The problematic part of your ARB_shader_viewport_layer_array (or its equivalents) version is that it involves rendering every object twice, almost certainly with a state change between them (presumably, a uniform value describing which viewport/layer to use). You can avoid that in one of two ways.

You can use instanced rendering, rather than render twice. You would use the gl_InstanceID to tell which viewport/layer for the VS to output to. Of course, this can only work if you’re not already using instancing for something else.
You can use multi-draw rendering and gl_DrawID, which is available through OpenGL 4.6 or ARB_shader_draw_parameters. Here, you use the multi-draw rendering command to render the same object twice. gl_DrawID would be used to detect which viewport/layer to write to.

Note that I haven’t implemented or profiled any of these, so feel free to take this advice with a grain of salt.

Dark_Photon · October 13, 2018, 10:08pm

[QUOTE=Alfonse Reinheart;1292749]My alternative is to render everything once, but have the GS emit two primitives. Now, that could cause performance problems, since the GS would have to transform each triangle twice in sequence (not to mention other sequential issues). You can side-step most of that by using GS instancing.
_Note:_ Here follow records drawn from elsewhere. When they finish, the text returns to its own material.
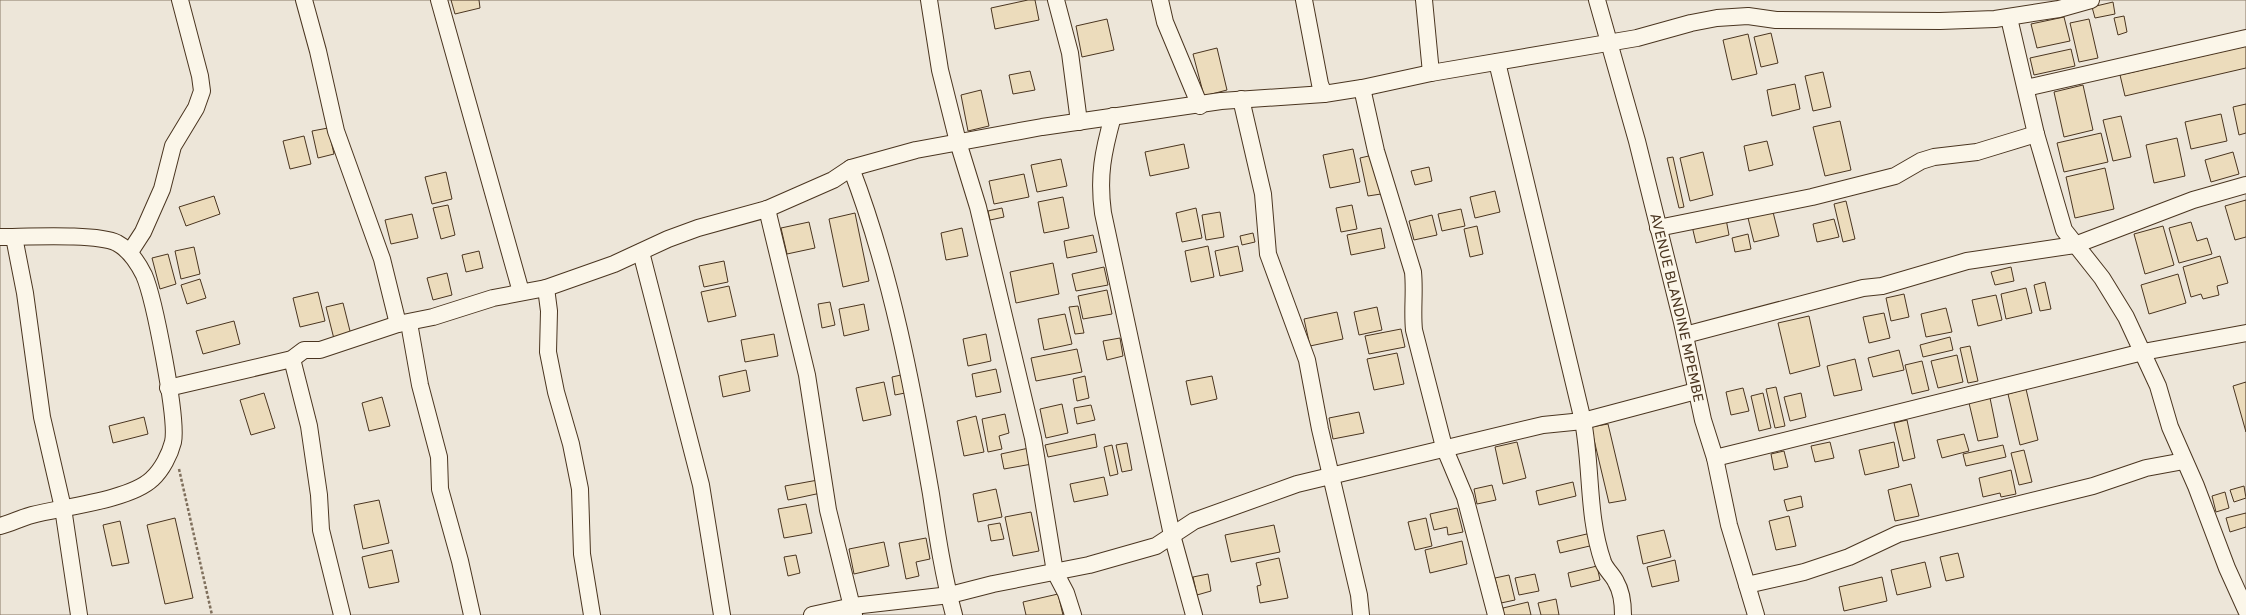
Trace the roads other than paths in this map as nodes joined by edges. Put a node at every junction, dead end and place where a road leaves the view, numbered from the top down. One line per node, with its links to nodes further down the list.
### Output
1 (180, 0): 31 (street)
2 (304, 0): 35 (street)
3 (439, 0): 34 (street)
4 (929, 0): 24 (street)
5 (1056, 0): 22 (street)
6 (1160, 0): 20 (street)
7 (1304, 0): 18 (street)
8 (1424, 0): 15 (street)
9 (1597, 0): 13 (street, AVENUE BLANDINE MPEMBE)
10 (2091, 0): 11 (street)
11 (2009, 18): 13 (street); 17 (street)
12 (2246, 38): 17 (street)
13 (1609, 43): 14 (street); 28 (street, AVENUE BLANDINE MPEMBE)
14 (1497, 62): 15 (street); 42 (street)
15 (1431, 73): 16 (street)
16 (1362, 88): 18 (street); 43 (street)
17 (2026, 88): 23 (street)
18 (1324, 94): 19 (street)
19 (1241, 99): 20 (street); 46 (street)
20 (1200, 106): 21 (street)
21 (1113, 116): 22 (street); 49 (street)
22 (1079, 122): 24 (street)
23 (2036, 134): 28 (street); 30 (street)
24 (958, 142): 25 (street); 50 (street)
25 (851, 168): 27 (street); 52 (street)
26 (2246, 185): 30 (street)
27 (767, 209): 32 (street); 53 (street)
28 (1658, 228): 37 (street, AVENUE BLANDINE MPEMBE)
29 (7, 237): 31 (street); 47 (street)
30 (2075, 245): 37 (street); 38 (street)
31 (130, 252): 40 (street)
32 (641, 252): 33 (street); 59 (street)
33 (546, 288): 34 (street); 58 (street)
34 (521, 292): 35 (street)
35 (404, 323): 39 (street); 57 (street)
36 (2246, 333): 38 (street)
37 (1685, 335): 41 (street, AVENUE BLANDINE MPEMBE)
38 (2143, 352): 44 (street); 45 (street)
39 (292, 359): 40 (street); 56 (street)
40 (168, 388): 47 (street)
41 (1696, 391): 42 (street); 44 (street, AVENUE BLANDINE MPEMBE)
42 (1583, 421): 43 (street); 66 (street)
43 (1444, 447): 46 (street); 65 (street)
44 (1715, 458): 51 (street, AVENUE BLANDINE MPEMBE)
45 (2184, 461): 51 (street); 54 (street)
46 (1331, 474): 49 (street); 64 (street)
47 (63, 508): 48 (street); 55 (street)
48 (0, 526)
49 (1172, 535): 50 (street); 63 (street)
50 (1055, 572): 52 (street); 62 (street)
51 (1747, 585): 67 (street, AVENUE BLANDINE MPEMBE)
52 (950, 595): 53 (street); 61 (street)
53 (854, 610): 60 (street)
54 (2246, 610)
55 (79, 615)
56 (342, 615)
57 (472, 615)
58 (592, 615)
59 (722, 615)
60 (812, 615)
61 (954, 615)
62 (1073, 615)
63 (1194, 615)
64 (1361, 615)
65 (1496, 615)
66 (1623, 615)
67 (1756, 615)

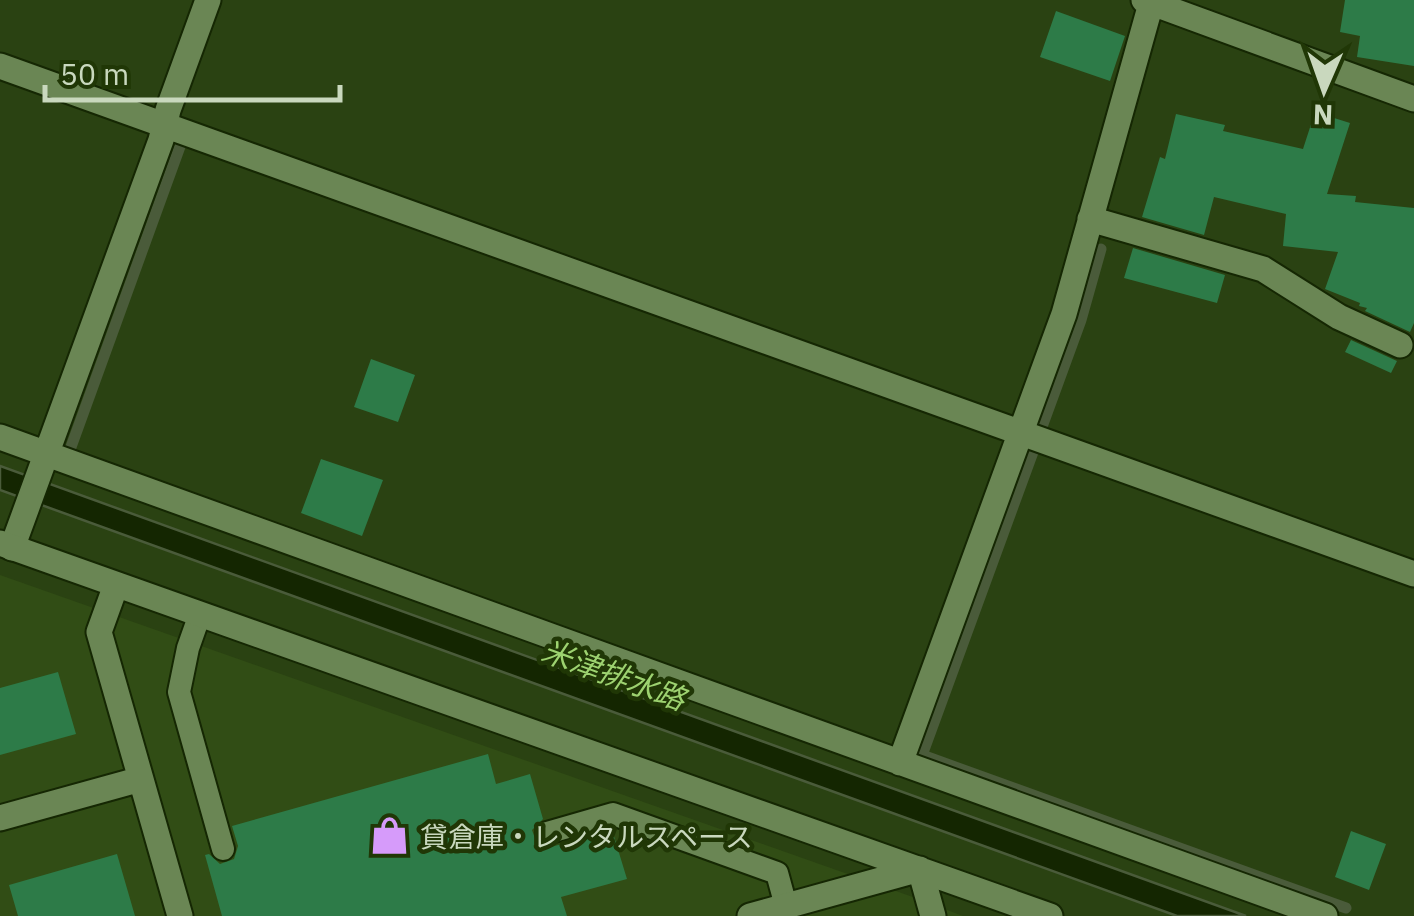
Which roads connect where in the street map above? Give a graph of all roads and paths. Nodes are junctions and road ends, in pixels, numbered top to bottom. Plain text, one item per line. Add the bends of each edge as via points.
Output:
1 (208, 0) edge
2 (1149, 1) edge
3 (0, 66) edge
4 (1414, 99) edge
5 (164, 125) junction
6 (1090, 219) junction
7 (1400, 345) dead end
8 (1020, 433) junction
9 (0, 437) edge
10 (44, 461) junction
11 (6, 546) edge
12 (1414, 574) edge
13 (116, 585) junction
14 (200, 614) junction
15 (900, 763) junction
16 (141, 779) junction
17 (0, 818) edge
18 (547, 833) dead end
19 (223, 850) dead end
20 (920, 868) junction
21 (786, 906) junction
22 (180, 916) edge
23 (750, 916) edge
24 (934, 916) edge
25 (1050, 916) edge
26 (1324, 916) edge

1 - 5 street
2 - 4 street
2 - 6 street
3 - 5 street
5 - 8 street
5 - 10 street
6 - 7 street via 1263,270
6 - 8 street
8 - 12 street
8 - 15 street
9 - 10 street
10 - 11 street
10 - 15 street
11 - 13 street
13 - 14 street
13 - 16 street via 100,632
14 - 19 lane via 179,692
14 - 20 street
15 - 26 street
16 - 17 street
16 - 22 street
18 - 21 lane via 612,814 777,873
20 - 21 street
20 - 24 street
20 - 25 street
21 - 23 street

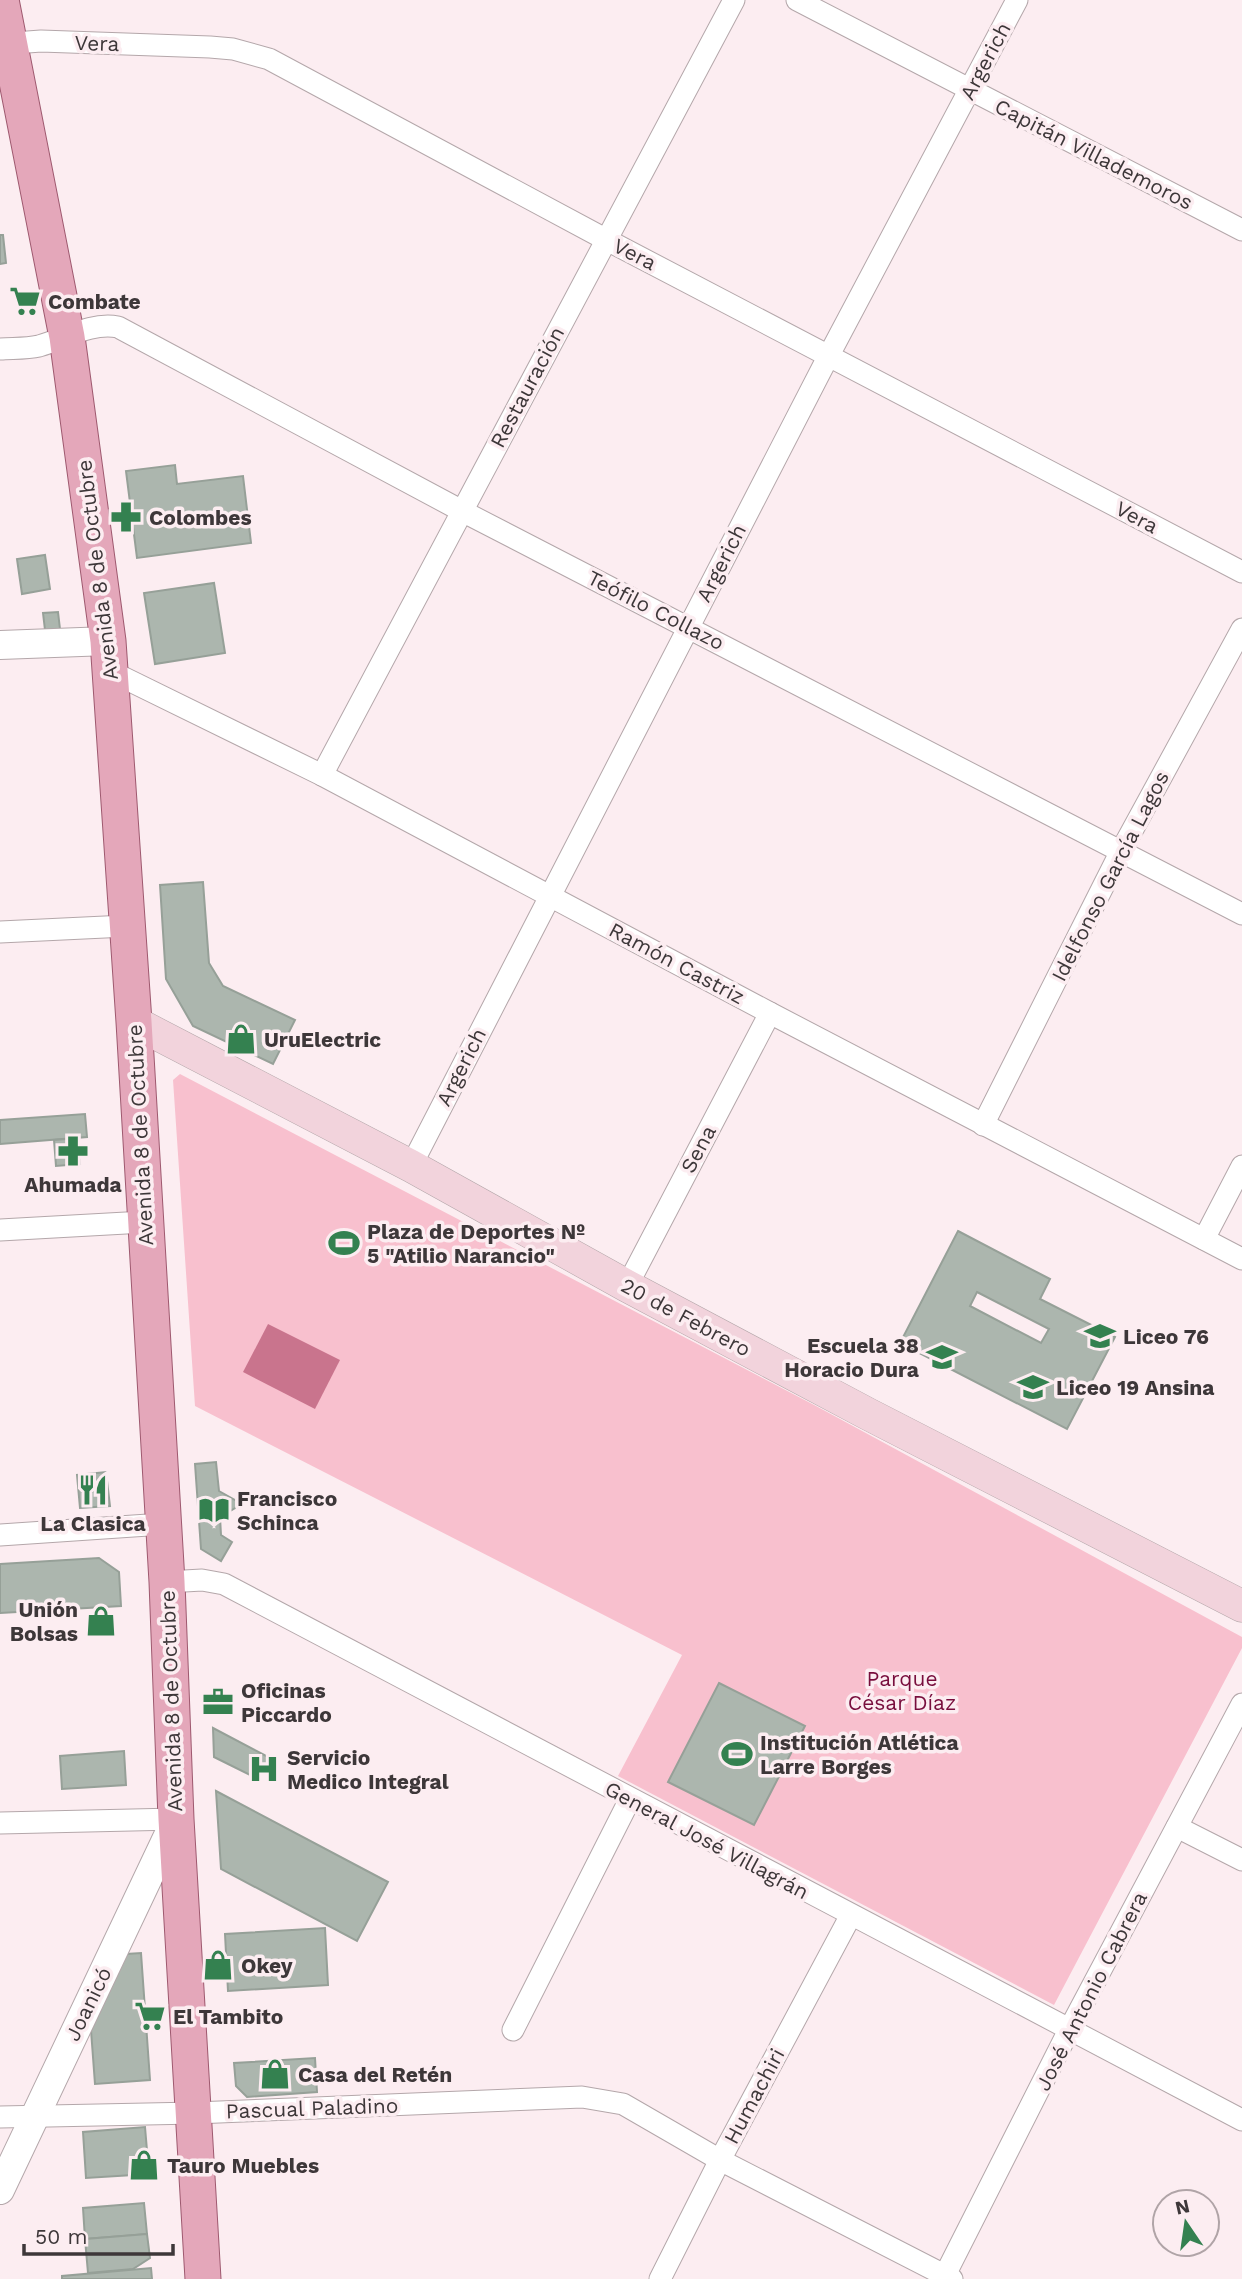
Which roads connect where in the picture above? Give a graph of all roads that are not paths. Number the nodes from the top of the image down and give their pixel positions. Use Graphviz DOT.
graph roads {
  1 [pos="1,0"];
  2 [pos="734,0"];
  3 [pos="797,0"];
  4 [pos="1017,0"];
  5 [pos="5,43"];
  6 [pos="969,91"];
  7 [pos="1242,230"];
  8 [pos="605,239"];
  9 [pos="67,337"];
  10 [pos="0,349"];
  11 [pos="829,355"];
  12 [pos="462,511"];
  13 [pos="1242,572"];
  14 [pos="689,626"];
  15 [pos="1242,629"];
  16 [pos="0,645"];
  17 [pos="109,656"];
  18 [pos="322,775"];
  19 [pos="1121,851"];
  20 [pos="549,896"];
  21 [pos="1242,914"];
  22 [pos="126,926"];
  23 [pos="0,932"];
  24 [pos="770,1013"];
  25 [pos="134,1022"];
  26 [pos="983,1125"];
  27 [pos="411,1166"];
  28 [pos="1242,1166"];
  29 [pos="144,1222"];
  30 [pos="0,1230"];
  31 [pos="1204,1239"];
  32 [pos="1242,1259"];
  33 [pos="627,1286"];
  34 [pos="163,1524"];
  35 [pos="0,1535"];
  36 [pos="167,1583"];
  37 [pos="1242,1606"];
  38 [pos="1242,1704"];
  39 [pos="630,1799"];
  40 [pos="176,1819"];
  41 [pos="0,1823"];
  42 [pos="1177,1826"];
  43 [pos="1242,1860"];
  44 [pos="851,1915"];
  45 [pos="513,2030"];
  46 [pos="1069,2030"];
  47 [pos="195,2113"];
  48 [pos="0,2116"];
  49 [pos="34,2116"];
  50 [pos="1242,2120"];
  51 [pos="720,2160"];
  52 [pos="0,2190"];
  53 [pos="947,2278"];
  54 [pos="203,2279"];
  55 [pos="660,2279"];
  1 -- 5 [label="main road, Avenida 8 de Octubre"];
  2 -- 8 [label="street, Restauración"];
  3 -- 6 [label="street, Capitán Villademoros"];
  4 -- 6 [label="street, Argerich"];
  5 -- 8 [label="street, Vera"];
  5 -- 9 [label="main road, Avenida 8 de Octubre"];
  6 -- 7 [label="street, Capitán Villademoros"];
  6 -- 11 [label="street, Argerich"];
  8 -- 11 [label="street, Vera"];
  8 -- 12 [label="street, Restauración"];
  9 -- 10 [label="street, Teófilo Collazo"];
  9 -- 12 [label="street, Teófilo Collazo"];
  9 -- 17 [label="main road, Avenida 8 de Octubre"];
  11 -- 13 [label="street, Vera"];
  11 -- 14 [label="street, Argerich"];
  12 -- 14 [label="street, Teófilo Collazo"];
  12 -- 18 [label="street, Restauración"];
  14 -- 19 [label="street, Teófilo Collazo"];
  14 -- 20 [label="street, Argerich"];
  15 -- 19 [label="street, Idelfonso García Lagos"];
  16 -- 17 [label="street"];
  17 -- 18 [label="street, Ramón Castriz"];
  17 -- 22 [label="main road, Avenida 8 de Octubre"];
  18 -- 20 [label="street, Ramón Castriz"];
  19 -- 21 [label="street, Teófilo Collazo"];
  19 -- 26 [label="street, Idelfonso García Lagos"];
  20 -- 24 [label="street, Ramón Castriz"];
  20 -- 27 [label="street, Argerich"];
  22 -- 23 [label="street"];
  22 -- 25 [label="main road, Avenida 8 de Octubre"];
  24 -- 26 [label="street, Ramón Castriz"];
  24 -- 33 [label="street, Sena"];
  25 -- 27 [label="main road, 20 de Febrero"];
  25 -- 29 [label="main road, Avenida 8 de Octubre"];
  26 -- 31 [label="street, Ramón Castriz"];
  27 -- 33 [label="main road, 20 de Febrero"];
  28 -- 31 [label="street"];
  29 -- 30 [label="street"];
  29 -- 34 [label="main road, Avenida 8 de Octubre"];
  31 -- 32 [label="street, Ramón Castriz"];
  33 -- 37 [label="main road, 20 de Febrero"];
  34 -- 35 [label="street"];
  34 -- 36 [label="main road, Avenida 8 de Octubre"];
  36 -- 39 [label="street, General José Villagrán"];
  36 -- 40 [label="main road, Avenida 8 de Octubre"];
  38 -- 42 [label="street, José Antonio Cabrera"];
  39 -- 44 [label="street, General José Villagrán"];
  39 -- 45 [label="street"];
  40 -- 41 [label="street"];
  40 -- 47 [label="main road, Avenida 8 de Octubre"];
  40 -- 49 [label="street, Joanicó"];
  42 -- 43 [label="street"];
  42 -- 46 [label="street, José Antonio Cabrera"];
  44 -- 46 [label="street, General José Villagrán"];
  44 -- 51 [label="street, Humachiri"];
  46 -- 50 [label="street, General José Villagrán"];
  46 -- 53 [label="street, José Antonio Cabrera"];
  47 -- 49 [label="street, Pascual Paladino"];
  47 -- 51 [label="street, Pascual Paladino"];
  47 -- 54 [label="main road, Avenida 8 de Octubre"];
  48 -- 49 [label="street, Pascual Paladino"];
  49 -- 52 [label="street, Joanicó"];
  51 -- 53 [label="street"];
  51 -- 55 [label="street, Humachiri"];
}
Your GS would have two instances, and each instance would emit a single primitive to a single viewport/layer. This allows us to recover some parallelism, and can better allow the implementation to use the available resources.[/QUOTE]

I’ve done that on NVidia (w/ and w/o geom shader instancing) and the results weren’t pretty. This is about the same speed as drawing the geometry twice from the CPU.

One option the OP might consider checking out on the GPUs you care about is OVR_multiview / OVR_multiview2. From what I gather, these are like NV_stereo_view_rendering in that you only submit the geometry once, but it let’s you modify more varying data per viewport than just gl_Position.x, potentially supports more than 2 viewports, and doesn’t require you to use geometry shaders (which are just flat slow if you’re pumping more than a small amount of geometry through them per frame).

NVidia just add support for these 2 OVR extensions in their latest drivers. On Pascal, reportedly this internally and transparently instances the geometry (per viewport), but supposedly on Turing / RTX it sounds like this runs a single, wide, unified geometry pass for all viewports.

UPDATE: Checking gpuinfo.org for OVR_multiview reports, it looks like NVidia may be the only one out there with this support on desktop GL GPUs.

vx7johmi · October 17, 2018, 1:38am

Did some work around “stereo instancing” a couple of years ago (before the “NV_stereo_view_rendering” extension):

Efficient Stereoscopic Rendering of Building Information Models (BIM)
http://jcgt.org/published/0005/03/01/paper-lowres.pdf

-Paper includes GLSL shader-code for several options, also how to do it without any extension for viewport selection in vertex shader
-Only used this on NVIDIA with “NV_viewport_array2”, but should be the same on AMD with “AMD_vertex_shader_viewport_index”
-Paper also includes code on how to combine this with conventional instancing (basically, using the modulus operator (%) to distinguish between left and right instances)

Please let me know if you need some more info!

/Mikael

glnoob · October 17, 2018, 6:57pm

Thank you all for the information. This thread is very helpful.